Representative plots from three separate experiments are shown where spleen- and cervical lymph node (CLN)-derived CD4⁺ T cells from female F1 (C57BL/6 × BALB/c) mice, treated with control antibody (Ab, solid line) or anti-CCL5 Ab (dotted line) solutions, were isolated 7 and 14 days after intranasal challenge with Streptococcus pneumoniae strain EF3030. Mean fluorescence intensity (MFI) and fluorescence intensity histograms of CD28 and CD40L expression by CD4⁺ cells are illustrated and were analyzed using Flow Jo version 8.3 software. Underlined MFI values represent bacterial-challenged, anti-CCL5 antibody-treated groups.

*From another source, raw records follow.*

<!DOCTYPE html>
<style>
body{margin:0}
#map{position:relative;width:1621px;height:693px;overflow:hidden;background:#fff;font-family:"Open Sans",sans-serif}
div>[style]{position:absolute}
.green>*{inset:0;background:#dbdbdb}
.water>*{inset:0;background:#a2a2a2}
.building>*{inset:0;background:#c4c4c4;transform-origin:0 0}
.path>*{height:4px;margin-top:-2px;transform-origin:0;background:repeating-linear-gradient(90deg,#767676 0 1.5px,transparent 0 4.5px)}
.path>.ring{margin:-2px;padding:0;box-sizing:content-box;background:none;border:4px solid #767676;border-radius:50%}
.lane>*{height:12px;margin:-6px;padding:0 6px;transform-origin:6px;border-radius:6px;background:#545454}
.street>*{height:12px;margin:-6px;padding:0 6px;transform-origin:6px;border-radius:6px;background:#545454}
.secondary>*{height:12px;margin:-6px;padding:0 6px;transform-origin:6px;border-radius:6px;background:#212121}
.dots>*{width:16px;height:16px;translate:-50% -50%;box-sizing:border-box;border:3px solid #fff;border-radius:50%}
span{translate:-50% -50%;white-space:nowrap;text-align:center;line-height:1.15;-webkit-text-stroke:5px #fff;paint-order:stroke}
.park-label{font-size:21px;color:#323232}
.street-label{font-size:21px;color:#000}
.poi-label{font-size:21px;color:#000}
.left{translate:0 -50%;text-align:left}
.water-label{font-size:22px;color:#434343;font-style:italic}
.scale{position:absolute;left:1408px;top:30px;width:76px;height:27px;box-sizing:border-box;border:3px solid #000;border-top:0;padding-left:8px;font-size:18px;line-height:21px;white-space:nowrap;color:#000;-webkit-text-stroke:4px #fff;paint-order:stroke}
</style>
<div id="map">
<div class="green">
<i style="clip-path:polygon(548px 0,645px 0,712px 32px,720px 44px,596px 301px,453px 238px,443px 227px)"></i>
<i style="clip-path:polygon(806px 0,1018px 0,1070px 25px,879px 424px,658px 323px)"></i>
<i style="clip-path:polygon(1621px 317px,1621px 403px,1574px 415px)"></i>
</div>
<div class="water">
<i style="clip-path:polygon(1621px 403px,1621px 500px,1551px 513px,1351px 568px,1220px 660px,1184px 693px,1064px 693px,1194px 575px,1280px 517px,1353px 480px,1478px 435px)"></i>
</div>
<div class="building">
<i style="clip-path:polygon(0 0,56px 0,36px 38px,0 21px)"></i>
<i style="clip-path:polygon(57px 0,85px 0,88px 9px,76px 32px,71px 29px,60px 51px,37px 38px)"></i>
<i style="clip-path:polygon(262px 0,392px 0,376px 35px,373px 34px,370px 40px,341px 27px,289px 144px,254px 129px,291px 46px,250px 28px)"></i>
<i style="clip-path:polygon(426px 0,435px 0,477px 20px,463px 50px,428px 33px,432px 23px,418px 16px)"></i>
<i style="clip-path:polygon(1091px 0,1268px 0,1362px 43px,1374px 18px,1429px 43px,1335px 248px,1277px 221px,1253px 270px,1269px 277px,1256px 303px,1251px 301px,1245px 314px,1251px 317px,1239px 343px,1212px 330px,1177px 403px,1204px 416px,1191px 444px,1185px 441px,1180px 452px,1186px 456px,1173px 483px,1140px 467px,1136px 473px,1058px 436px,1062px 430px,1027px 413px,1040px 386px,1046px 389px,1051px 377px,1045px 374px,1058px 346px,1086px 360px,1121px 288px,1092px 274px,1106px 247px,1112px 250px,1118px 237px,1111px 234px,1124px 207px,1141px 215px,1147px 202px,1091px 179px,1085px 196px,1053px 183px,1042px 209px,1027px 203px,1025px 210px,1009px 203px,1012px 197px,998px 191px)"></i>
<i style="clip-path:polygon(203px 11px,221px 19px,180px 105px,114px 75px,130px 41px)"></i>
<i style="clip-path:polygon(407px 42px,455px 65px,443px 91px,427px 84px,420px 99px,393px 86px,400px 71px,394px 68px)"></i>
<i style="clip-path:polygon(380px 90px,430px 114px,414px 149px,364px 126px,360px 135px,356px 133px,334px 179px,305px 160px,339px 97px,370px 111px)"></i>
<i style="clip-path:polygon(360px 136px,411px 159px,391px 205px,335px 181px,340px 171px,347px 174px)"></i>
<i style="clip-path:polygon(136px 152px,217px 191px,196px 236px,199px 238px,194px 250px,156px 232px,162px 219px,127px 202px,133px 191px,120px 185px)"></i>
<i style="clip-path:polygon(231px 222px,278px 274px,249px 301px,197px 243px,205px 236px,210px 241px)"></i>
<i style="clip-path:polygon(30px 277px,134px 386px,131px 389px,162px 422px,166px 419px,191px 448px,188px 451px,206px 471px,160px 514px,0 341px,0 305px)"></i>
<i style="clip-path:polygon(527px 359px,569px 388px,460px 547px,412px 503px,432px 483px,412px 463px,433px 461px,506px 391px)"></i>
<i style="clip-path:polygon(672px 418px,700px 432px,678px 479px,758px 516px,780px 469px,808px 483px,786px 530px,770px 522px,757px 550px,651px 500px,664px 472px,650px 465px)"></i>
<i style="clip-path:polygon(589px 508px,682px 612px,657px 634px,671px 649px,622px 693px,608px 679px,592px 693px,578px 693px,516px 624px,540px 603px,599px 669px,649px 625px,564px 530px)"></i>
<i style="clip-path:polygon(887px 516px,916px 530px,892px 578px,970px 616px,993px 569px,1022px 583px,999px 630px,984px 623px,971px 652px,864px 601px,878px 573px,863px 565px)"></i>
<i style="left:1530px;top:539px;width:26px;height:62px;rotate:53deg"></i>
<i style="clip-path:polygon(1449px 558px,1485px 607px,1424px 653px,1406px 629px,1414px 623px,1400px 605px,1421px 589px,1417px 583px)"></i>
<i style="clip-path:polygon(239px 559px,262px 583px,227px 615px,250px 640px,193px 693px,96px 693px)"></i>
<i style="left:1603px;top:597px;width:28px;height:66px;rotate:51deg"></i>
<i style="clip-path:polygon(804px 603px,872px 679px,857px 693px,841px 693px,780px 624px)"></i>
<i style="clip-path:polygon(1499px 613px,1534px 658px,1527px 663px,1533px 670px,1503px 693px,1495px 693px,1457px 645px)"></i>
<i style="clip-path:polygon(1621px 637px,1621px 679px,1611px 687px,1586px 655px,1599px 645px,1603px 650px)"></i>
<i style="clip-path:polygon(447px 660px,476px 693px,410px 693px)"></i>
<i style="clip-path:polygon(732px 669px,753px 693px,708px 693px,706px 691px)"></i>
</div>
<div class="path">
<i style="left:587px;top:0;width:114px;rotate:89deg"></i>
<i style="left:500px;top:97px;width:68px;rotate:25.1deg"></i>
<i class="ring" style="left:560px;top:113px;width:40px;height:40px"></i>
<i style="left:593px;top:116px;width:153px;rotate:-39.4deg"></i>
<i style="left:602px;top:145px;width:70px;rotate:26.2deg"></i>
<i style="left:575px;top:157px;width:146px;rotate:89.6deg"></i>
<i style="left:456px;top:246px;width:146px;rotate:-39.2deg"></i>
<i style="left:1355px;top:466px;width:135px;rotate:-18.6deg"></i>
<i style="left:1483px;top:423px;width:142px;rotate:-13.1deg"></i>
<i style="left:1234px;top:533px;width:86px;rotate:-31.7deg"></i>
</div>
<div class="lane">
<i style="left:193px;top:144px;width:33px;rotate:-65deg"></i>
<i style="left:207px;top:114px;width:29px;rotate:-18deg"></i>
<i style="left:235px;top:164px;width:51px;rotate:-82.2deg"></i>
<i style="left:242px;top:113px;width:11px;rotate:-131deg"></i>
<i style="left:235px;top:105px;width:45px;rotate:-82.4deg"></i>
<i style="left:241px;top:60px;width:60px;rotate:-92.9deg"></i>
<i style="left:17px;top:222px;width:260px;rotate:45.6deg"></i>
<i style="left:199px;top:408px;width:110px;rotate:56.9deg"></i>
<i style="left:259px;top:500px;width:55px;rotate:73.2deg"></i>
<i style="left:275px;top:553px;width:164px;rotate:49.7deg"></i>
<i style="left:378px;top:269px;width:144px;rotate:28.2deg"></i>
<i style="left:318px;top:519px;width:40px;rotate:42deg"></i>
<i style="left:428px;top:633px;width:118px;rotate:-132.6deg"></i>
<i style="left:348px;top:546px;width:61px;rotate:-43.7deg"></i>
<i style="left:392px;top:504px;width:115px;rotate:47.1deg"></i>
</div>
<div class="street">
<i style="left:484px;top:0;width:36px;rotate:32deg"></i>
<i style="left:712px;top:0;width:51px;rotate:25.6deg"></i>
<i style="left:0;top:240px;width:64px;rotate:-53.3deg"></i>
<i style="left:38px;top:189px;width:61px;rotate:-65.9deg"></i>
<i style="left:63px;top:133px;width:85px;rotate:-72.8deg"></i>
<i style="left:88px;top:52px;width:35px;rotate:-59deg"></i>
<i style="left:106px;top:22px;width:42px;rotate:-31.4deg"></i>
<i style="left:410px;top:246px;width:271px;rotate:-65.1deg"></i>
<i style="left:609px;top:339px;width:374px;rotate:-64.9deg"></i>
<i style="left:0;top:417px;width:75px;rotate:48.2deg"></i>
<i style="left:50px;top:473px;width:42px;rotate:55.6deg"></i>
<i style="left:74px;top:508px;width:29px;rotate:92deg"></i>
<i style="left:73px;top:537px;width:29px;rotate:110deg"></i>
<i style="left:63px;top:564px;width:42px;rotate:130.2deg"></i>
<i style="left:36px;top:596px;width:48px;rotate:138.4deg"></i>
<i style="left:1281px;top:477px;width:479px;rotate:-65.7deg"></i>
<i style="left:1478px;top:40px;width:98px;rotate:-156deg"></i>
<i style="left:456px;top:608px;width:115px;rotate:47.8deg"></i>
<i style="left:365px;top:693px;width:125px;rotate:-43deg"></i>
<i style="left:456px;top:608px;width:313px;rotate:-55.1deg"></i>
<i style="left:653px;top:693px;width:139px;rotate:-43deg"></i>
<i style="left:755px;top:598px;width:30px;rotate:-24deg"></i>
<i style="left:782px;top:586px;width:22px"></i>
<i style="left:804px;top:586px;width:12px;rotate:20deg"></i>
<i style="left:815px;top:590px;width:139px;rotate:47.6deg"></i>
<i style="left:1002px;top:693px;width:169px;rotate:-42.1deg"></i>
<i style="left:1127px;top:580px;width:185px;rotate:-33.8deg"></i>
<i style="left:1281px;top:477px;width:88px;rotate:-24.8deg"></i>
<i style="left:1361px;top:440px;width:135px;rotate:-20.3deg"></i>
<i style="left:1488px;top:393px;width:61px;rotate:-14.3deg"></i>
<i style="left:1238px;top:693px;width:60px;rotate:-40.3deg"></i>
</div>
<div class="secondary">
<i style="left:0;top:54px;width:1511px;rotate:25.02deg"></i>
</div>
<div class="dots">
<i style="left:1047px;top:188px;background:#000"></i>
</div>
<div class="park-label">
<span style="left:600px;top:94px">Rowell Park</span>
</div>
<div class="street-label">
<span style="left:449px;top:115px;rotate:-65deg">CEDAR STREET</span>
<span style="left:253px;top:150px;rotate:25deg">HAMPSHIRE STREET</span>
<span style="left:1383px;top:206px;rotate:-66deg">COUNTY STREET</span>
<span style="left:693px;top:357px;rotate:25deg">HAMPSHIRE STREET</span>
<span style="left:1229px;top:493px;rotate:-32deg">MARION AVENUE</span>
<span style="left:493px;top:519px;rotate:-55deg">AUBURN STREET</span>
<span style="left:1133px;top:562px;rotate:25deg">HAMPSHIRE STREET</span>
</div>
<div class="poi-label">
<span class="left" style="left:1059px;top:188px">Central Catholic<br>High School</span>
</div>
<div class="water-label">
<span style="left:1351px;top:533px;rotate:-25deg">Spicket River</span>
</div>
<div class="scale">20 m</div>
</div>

Figure 3. Flow cytometry analysis of CD80 and CD86 expression by CD11b⁺ and B220⁺ cells following pneumococcal challenge

Representative plots from three separate experiments are shown where spleen- and cervical lymph node-derived CD4⁺ T cells from Female F1 (C57BL/6 × BALB/c) mice, treated with control or anti-CCL5 antibody (Ab) solutions, were isolated 7 and 14 days after intranasal challenge with Streptococcus pneumoniae strain EF3030. Mean fluorescence intensity (MFI) and fluoroscence intensity histograms of CD80 or CD86 expression by CD11b⁺ and B220⁺ cells are illustrated and were analyzed using Flow Jo version 8.3 software. Underlined values represent MFI recorded bacterial-challenged, anti-CCL5 antibody-treated groups.

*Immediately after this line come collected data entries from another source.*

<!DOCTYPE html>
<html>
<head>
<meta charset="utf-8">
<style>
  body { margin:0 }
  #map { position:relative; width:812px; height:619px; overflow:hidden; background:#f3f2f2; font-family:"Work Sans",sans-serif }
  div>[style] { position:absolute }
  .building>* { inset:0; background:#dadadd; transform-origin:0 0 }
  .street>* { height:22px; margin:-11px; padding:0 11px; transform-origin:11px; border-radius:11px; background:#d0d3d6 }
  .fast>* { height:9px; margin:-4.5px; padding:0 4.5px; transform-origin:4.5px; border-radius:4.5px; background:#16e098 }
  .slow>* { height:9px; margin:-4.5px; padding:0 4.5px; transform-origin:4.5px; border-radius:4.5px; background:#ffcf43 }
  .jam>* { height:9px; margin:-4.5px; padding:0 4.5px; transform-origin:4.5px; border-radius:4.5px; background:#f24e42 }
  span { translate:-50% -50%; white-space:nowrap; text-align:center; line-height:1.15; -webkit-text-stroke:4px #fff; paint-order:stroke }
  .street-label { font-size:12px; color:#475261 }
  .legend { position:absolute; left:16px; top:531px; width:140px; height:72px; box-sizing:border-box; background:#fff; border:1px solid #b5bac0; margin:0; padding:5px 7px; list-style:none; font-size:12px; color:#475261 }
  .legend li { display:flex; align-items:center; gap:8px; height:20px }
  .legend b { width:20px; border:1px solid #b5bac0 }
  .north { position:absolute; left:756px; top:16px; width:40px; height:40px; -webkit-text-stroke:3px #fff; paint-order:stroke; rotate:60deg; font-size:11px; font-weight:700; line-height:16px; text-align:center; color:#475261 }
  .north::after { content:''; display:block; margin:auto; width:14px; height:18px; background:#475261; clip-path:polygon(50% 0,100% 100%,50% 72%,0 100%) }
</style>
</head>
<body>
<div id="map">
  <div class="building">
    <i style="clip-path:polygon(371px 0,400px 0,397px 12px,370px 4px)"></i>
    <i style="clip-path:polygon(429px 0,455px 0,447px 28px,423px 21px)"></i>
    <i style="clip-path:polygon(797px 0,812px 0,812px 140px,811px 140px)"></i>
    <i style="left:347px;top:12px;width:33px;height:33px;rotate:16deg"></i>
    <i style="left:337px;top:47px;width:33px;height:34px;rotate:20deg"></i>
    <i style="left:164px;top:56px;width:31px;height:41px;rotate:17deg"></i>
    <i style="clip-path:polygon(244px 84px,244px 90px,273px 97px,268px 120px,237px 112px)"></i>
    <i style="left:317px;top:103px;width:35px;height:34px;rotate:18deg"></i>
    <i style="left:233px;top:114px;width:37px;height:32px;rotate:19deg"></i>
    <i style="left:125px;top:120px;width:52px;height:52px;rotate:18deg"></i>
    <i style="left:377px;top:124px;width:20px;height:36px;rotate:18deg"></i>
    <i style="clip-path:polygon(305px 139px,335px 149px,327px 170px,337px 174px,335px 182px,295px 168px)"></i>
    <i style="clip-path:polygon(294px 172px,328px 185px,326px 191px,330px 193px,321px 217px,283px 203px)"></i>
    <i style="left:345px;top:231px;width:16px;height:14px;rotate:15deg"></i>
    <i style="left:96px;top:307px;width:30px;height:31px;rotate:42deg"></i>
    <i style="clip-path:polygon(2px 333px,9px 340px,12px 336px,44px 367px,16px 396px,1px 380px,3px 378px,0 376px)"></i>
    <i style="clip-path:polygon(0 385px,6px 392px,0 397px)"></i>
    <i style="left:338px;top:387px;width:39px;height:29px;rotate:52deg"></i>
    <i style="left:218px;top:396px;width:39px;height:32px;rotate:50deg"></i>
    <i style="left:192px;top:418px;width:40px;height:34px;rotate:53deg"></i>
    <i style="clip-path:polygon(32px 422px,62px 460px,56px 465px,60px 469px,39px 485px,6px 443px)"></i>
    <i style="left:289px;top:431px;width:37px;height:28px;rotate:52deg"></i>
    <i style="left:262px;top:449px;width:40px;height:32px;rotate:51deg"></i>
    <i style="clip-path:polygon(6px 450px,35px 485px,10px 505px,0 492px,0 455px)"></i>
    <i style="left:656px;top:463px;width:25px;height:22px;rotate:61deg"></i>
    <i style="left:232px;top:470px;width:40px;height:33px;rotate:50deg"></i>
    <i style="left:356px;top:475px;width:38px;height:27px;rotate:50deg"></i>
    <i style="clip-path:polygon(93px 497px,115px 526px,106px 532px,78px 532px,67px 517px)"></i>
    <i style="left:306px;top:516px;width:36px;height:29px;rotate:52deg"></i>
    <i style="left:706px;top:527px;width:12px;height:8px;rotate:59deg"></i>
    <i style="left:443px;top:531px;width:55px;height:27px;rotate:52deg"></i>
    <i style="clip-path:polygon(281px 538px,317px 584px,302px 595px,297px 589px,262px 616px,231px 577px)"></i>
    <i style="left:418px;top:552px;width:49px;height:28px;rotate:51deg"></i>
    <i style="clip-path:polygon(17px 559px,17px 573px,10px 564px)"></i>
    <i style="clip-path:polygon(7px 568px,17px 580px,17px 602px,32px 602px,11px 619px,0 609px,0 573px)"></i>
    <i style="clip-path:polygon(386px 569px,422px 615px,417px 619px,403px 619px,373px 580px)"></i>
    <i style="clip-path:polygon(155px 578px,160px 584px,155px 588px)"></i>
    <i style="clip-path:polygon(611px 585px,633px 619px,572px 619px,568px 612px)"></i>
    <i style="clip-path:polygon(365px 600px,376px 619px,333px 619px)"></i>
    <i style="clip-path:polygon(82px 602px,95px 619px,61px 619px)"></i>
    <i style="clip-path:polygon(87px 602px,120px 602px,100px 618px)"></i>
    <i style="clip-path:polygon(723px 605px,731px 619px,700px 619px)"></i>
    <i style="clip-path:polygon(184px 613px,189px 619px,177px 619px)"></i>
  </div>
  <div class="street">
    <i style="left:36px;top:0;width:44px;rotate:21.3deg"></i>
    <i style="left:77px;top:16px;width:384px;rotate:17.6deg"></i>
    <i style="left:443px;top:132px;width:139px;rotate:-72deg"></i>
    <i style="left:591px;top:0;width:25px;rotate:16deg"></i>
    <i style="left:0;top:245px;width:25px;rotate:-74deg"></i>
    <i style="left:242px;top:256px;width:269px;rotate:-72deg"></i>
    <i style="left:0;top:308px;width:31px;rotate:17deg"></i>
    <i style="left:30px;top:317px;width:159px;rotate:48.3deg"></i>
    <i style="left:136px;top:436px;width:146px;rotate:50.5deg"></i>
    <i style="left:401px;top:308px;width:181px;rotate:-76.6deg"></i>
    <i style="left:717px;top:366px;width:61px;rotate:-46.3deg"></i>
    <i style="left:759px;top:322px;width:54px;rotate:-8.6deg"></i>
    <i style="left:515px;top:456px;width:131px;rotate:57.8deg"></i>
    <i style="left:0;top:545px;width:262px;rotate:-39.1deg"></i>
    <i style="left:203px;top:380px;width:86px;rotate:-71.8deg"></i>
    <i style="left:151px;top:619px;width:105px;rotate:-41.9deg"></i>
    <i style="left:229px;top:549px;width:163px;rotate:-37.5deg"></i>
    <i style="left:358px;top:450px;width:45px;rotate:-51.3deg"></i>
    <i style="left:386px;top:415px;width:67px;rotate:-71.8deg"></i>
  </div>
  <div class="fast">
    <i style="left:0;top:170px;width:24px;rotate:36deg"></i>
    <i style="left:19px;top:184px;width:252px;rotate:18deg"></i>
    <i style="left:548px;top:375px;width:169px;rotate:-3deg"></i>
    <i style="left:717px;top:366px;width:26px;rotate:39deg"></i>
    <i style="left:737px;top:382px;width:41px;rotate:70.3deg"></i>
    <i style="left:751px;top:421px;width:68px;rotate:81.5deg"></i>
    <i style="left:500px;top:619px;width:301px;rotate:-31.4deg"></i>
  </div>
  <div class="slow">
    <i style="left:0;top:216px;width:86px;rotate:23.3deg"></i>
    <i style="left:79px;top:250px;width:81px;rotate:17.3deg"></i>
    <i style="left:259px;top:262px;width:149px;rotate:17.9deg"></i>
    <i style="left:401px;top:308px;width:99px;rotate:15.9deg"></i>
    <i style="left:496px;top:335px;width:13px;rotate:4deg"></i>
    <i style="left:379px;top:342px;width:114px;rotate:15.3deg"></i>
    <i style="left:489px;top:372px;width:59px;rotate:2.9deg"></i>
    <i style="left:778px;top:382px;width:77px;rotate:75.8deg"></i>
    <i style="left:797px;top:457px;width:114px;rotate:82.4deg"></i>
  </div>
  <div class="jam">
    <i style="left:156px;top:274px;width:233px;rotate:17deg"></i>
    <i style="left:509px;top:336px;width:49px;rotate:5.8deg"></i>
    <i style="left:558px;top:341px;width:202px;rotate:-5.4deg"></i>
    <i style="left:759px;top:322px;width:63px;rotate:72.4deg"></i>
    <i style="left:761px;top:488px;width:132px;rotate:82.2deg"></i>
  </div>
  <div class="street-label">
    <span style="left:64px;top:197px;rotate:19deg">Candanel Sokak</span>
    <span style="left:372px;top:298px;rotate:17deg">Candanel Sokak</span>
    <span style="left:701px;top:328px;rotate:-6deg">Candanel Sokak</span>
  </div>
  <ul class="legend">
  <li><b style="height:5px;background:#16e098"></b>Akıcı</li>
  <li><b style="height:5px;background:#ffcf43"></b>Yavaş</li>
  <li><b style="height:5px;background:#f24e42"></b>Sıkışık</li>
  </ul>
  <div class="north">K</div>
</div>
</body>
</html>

Figure 4. Change in IL-10- and IFN-γ-expressing splenic and cervical lymph node CD4⁺ T cells following pneumococcal challenge

Female F1 (C57BL/6 × BALB/c) mice were intranasally challenged with 10⁷ CFUs of Streptococcus pneumoniae strain EF3030 in a 15μl volume of Ringer’s solution. Anti-CCL5 antibody (open histogram) or control antibody (solid histogram) antibody were administered by intraperitoneal route every 3 days, starting 2 days before challenge. Anti-CCL5 antibody- and control antibody-treated groups consisted of 10 mice each and studies were repeated 3 times. Panel A shows the mean fluorescence intensity (MFI) and fluorescence intensity histograms of IL-10 expression by cervical lymph node (CLN)- and spleen-derived CD4⁺ T cells from anti-CCL5 and control antibody-treated groups as well as isotype control antibody staining (dotted histogram) of pooled lymphocytes from these groups, which were analyzed using Flow Jo version 8.3 software. Underlined values represent MFI recorded bacterial-challenged, anti-CCL5 antibody-treated groups. Panel B shows the mean fluorescence intensity (MFI) and fluorescence intensity histograms of IFN-γ expression by CLN- and spleen-derived CD4⁺ T cells from anti-CCL5 and control antibody-treated groups as well as isotype control antibody staining (dotted histogram) of pooled lymphocytes from these groups, which were analyzed using Flow Jo version 8.3 software. Underlined values represent MFI recorded bacterial-challenged, anti-CCL5 antibody-treated groups

Figure 5. Change in IL-10⁺ and IFN-γ⁺ splenic and cervical lymph node CD11c⁺ leukocytes following pneumococcal challenge

Female F1 (C57BL/6 × BALB/c) mice were intra-nasally challenged with 10⁷ CFUs of S. pneumoniae strain EF3030 in a 15μl volume of Ringer’s solution. Anti-CCL5 antibody or control antibodies were administered by intra peritoneal route every 3 days, starting 2 days before challenge with Pneumococci. Splenic and cervical lymph node (CLN) lymphocytes from anti-CCL5 and control antibody-treated groups as well as isotype control antibody groups were stained and analyzed by flow cytometry. Experimental and control groups consisted of 10 mice each and studies were repeated 3 times. Representative density plots along with percentages of IL-10⁺, IFN-γ⁺ and CD11b⁺ CD11c^Hi or CD11b⁺ CD11c^Lo populations are shown of CD11b-gated cells isolated 7 or 14 days after bacterial challenge.